A new variant of the Sars_Cov_2 virus, first reported in South Africa on November 24, has become a cause for serious concern for the global community. The virus, called Omicron, has been categorised as a Variant of Concern (VOC) by the World Health Organisation (WHO) on November 26.
Besides, South Africa, its presence has been reported in the United Kingdom, Botswana and Hong Kong. There are apprehensions that it might have travelled to other countries like Germany and the Czech Republic. It has not been reported in India so far.
The available epidemiological and clinical evidence so far shows that it is highly infectious. It is not clear that this new variant has the capability to escape the antibody present in a vaccinated or naturally recovered person.
“So far, there is not enough data on this variant to know its immune evading or severity property, as it will take 10-15 days to understand the true mortality of a variant. However, looking at the data from South Africa, its infectivity is very high. The R0 (rate of infection) of this variant is calculated to be 2 which is higher than the delta variant (1.64),” Gyaneshwar Chaubey, a professor of genetics at Banaras Hindu University (BHU), said.
Though the health experts and scientists in India have advised caution yet they feel that the current immune profile of the majority of the population in India makes them less vulnerable to Omicron as compared to any other country in the world.
They are of the view that according to the present information about the new variant, there is a low probability that it will drive a third wave as big as the second one in India.
So, what’s so special about the immune profile of the Indian population?
Dr Jayaprakash Muliyil, Chairman of the Scientific Advisory Committee of the National Institute of Epidemiology says that in India a large percentage of the population are naturally-recovered and have acquired a beautiful natural antibody.
“The important question is, “Will Omicron infect previously infected and recovered people?” It is important because in India a large number of people are already infected during the second wave,” Dr Muliyil said.
He added, “I cannot give you a definite answer at present but if the variant has been infecting the re-infected person, there should have been a big way of infection in Africa.
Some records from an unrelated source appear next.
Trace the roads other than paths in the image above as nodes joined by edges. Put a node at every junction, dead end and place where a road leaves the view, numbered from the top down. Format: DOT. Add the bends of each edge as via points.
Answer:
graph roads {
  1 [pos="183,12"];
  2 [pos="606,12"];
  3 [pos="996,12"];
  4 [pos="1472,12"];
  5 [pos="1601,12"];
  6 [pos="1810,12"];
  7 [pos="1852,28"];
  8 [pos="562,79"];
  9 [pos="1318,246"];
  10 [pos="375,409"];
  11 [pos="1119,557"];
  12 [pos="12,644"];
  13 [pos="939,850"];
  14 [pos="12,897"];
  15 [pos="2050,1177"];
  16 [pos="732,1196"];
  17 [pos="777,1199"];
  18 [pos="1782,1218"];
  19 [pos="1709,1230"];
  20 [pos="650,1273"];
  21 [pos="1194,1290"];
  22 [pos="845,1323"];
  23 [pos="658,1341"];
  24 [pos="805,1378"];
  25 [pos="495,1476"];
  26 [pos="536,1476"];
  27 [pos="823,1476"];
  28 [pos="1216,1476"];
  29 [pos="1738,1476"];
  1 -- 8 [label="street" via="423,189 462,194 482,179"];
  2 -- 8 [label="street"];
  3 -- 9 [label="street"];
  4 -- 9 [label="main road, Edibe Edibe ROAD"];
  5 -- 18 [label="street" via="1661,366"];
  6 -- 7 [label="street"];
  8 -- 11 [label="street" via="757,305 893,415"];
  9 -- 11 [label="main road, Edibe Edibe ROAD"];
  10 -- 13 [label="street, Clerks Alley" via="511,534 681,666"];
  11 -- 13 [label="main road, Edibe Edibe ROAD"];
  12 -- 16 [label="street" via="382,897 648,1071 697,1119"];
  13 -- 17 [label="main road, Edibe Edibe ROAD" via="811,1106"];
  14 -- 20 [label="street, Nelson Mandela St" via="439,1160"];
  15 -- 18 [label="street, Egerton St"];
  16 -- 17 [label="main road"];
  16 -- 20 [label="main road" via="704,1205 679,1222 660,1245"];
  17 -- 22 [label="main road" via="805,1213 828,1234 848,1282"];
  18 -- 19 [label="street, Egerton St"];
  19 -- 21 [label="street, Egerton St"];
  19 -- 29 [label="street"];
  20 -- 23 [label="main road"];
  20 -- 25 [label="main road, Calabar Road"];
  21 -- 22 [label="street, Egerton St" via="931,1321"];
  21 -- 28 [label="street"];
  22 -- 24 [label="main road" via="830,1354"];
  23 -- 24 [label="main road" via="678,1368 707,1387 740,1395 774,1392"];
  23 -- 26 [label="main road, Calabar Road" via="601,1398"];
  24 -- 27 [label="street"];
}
But that hasn’t happened yet.”
Dr Muliyil also says that despite multiple mutations, the new variant hasn’t shown any clinical or epidemiological evidence of nastiness as of now.
Public health experts also say that with over 120 crore doses of vaccine administered to people, vaccine-acquired antibodies is also widely present among Indians.
“So if the virus escapes the vaccine-acquired antibody and causes severity then the Western countries will have a challenging time as a majority of the population have the vaccine-acquired antibody,” Chaubey said.
“However, in India, natural antibody, which has been found to be superior of all the antibodies till date, dominates among Indian population. Hence, we seem to be comparatively well-placed,” he added.
Dr Muliyil seconds Prof Chaubey and says, “If Omicron will escape all immunity then in that case the whole world will face another epidemic. But, that is something in the future. Remember if that happens, none of the vaccines will work then.”
What makes things more challenging for South Africa is that the previous waves have not infected many people as in India as well as the single dose vaccination in South Africa is just 28.7 and double dose 24.1, while in India it is 56.6 and 31.2 respectively.
Dr Ishwarprasad Gilada, among the first infectious diseases experts who raised the alarm against AIDS in India in 1985, says that the naturally recovered persons in India are not evenly distributed and there are certain districts in which only 40 to 50 per cent of people have recovered from Covid-19.
“It might be true that 90 per cent of people have natural antibodies in Delhi but that’s not the case in many districts in India. My concern is that we need to speed up the vaccination drive in such areas so that we can provide protection cover to as many people as possible,” Dr Gilada said.